| Assignment |
Read the data line by line and say how many lines contain the string "each", giving the number alone.

| Supplied records |
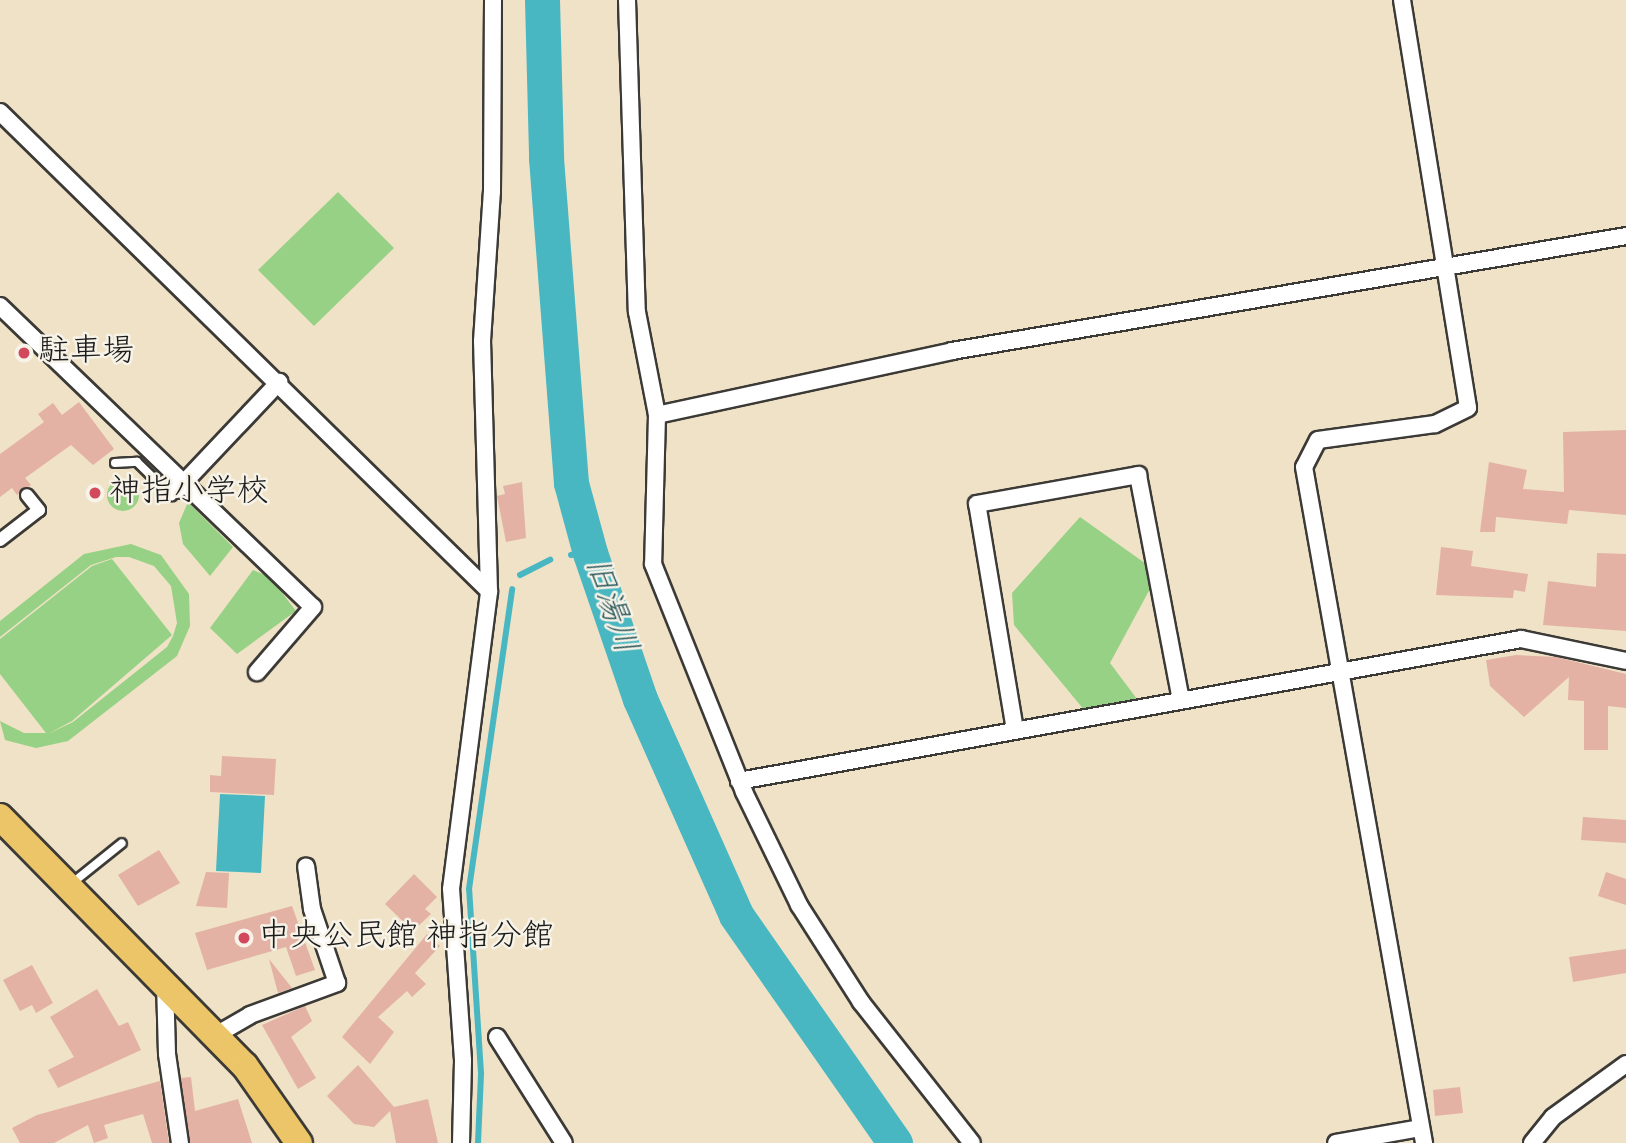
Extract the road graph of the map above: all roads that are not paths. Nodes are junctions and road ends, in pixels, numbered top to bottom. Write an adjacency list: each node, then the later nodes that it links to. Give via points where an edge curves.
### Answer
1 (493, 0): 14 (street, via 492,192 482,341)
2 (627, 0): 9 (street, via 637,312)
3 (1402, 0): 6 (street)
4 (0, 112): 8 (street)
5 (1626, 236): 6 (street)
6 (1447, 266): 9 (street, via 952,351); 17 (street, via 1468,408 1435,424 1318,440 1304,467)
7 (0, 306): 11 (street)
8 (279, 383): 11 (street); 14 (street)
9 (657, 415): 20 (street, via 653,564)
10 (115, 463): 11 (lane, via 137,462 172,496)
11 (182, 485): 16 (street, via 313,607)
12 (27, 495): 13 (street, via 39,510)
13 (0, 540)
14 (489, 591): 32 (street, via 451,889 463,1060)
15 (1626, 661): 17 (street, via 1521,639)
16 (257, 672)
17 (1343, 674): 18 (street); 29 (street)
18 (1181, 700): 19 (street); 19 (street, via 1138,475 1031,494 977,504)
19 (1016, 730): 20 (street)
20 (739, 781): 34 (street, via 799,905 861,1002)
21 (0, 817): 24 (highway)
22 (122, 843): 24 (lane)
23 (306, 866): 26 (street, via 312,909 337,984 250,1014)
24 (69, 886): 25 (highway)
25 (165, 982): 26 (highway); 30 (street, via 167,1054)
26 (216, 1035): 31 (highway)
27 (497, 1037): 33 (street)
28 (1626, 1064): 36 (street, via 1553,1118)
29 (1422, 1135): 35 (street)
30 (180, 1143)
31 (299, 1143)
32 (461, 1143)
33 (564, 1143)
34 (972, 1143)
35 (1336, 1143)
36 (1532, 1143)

--

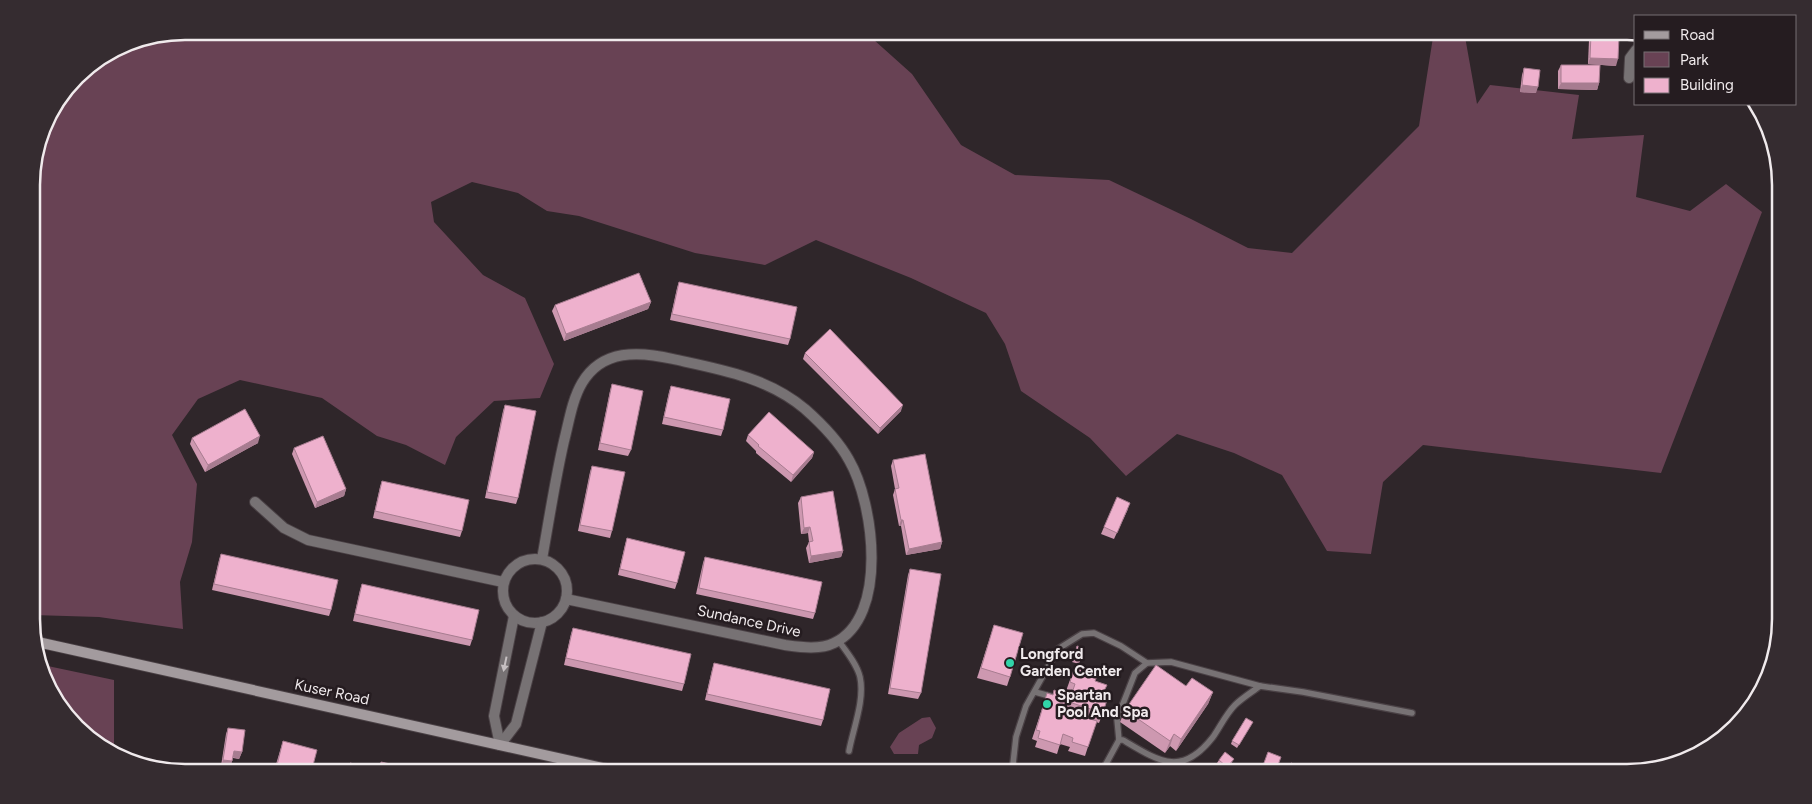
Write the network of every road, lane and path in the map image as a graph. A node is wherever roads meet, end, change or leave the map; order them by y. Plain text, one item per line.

* * *

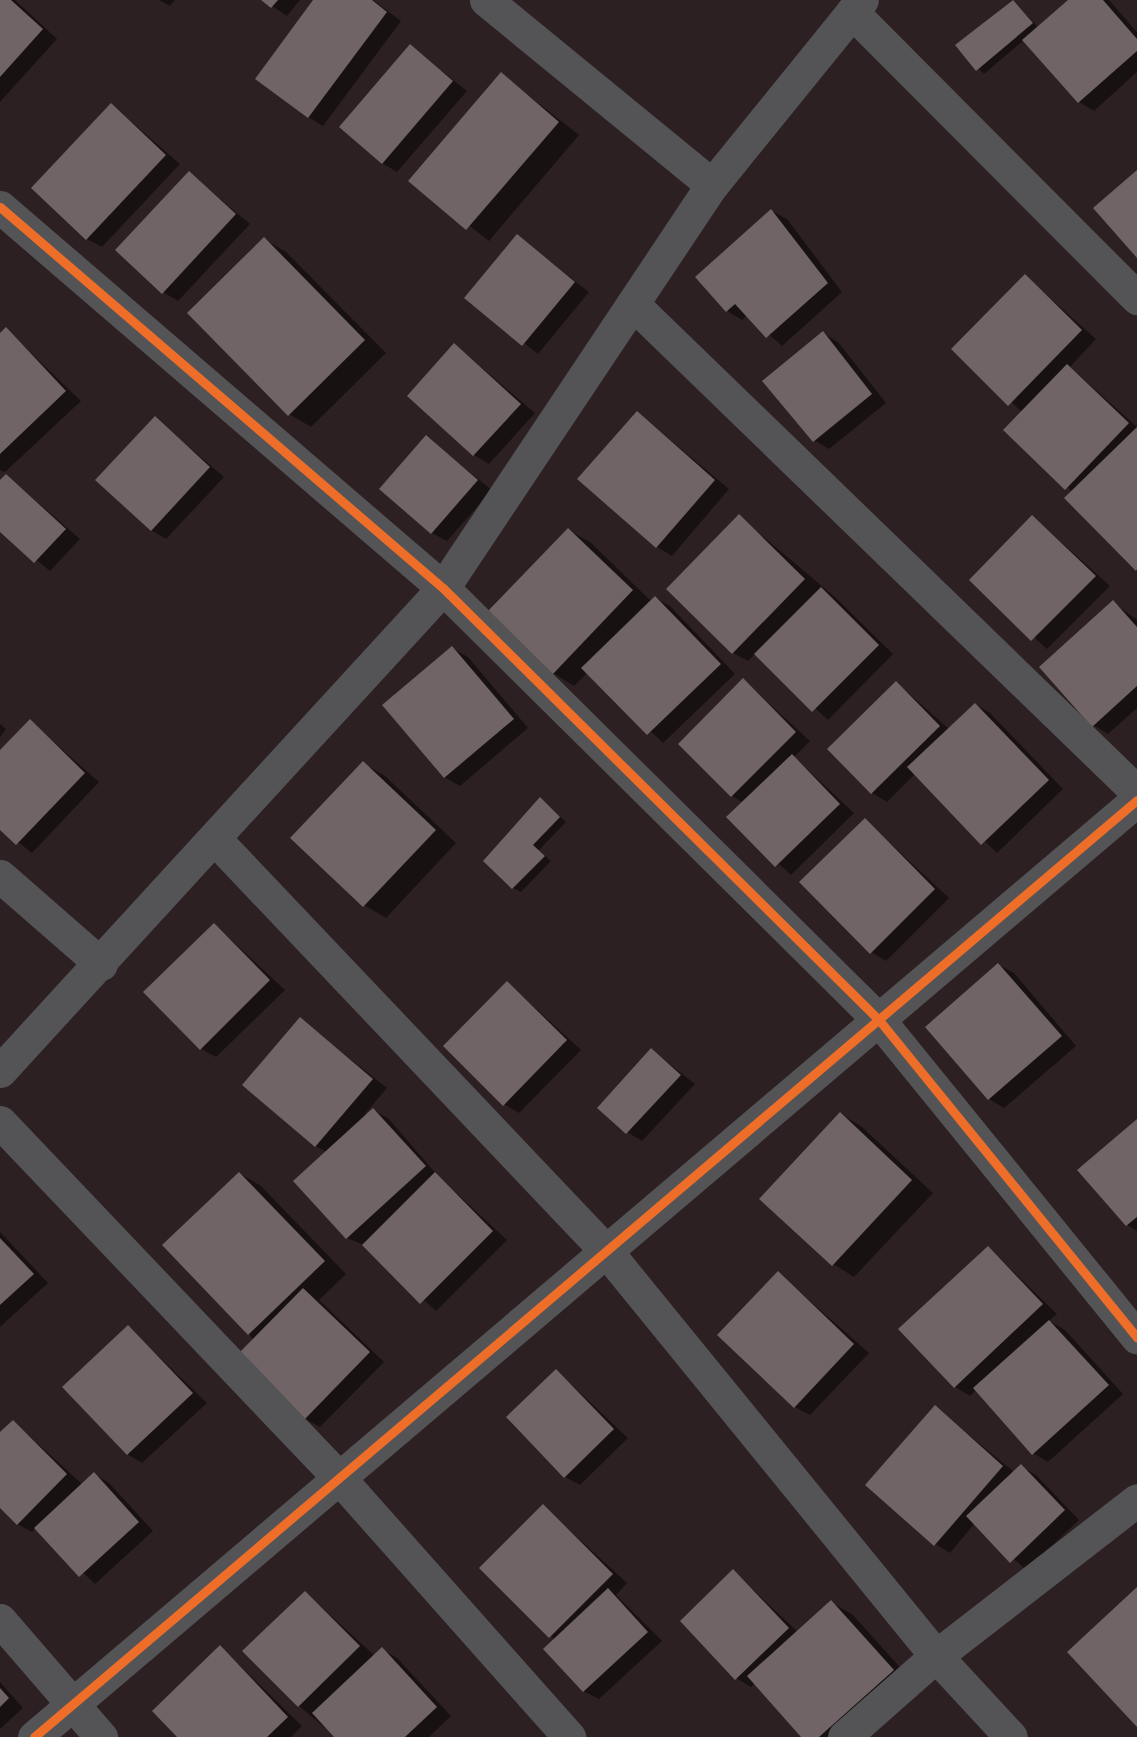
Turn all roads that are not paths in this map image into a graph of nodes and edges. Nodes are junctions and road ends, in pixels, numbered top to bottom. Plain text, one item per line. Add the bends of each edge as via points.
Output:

| Solution for this problem |
2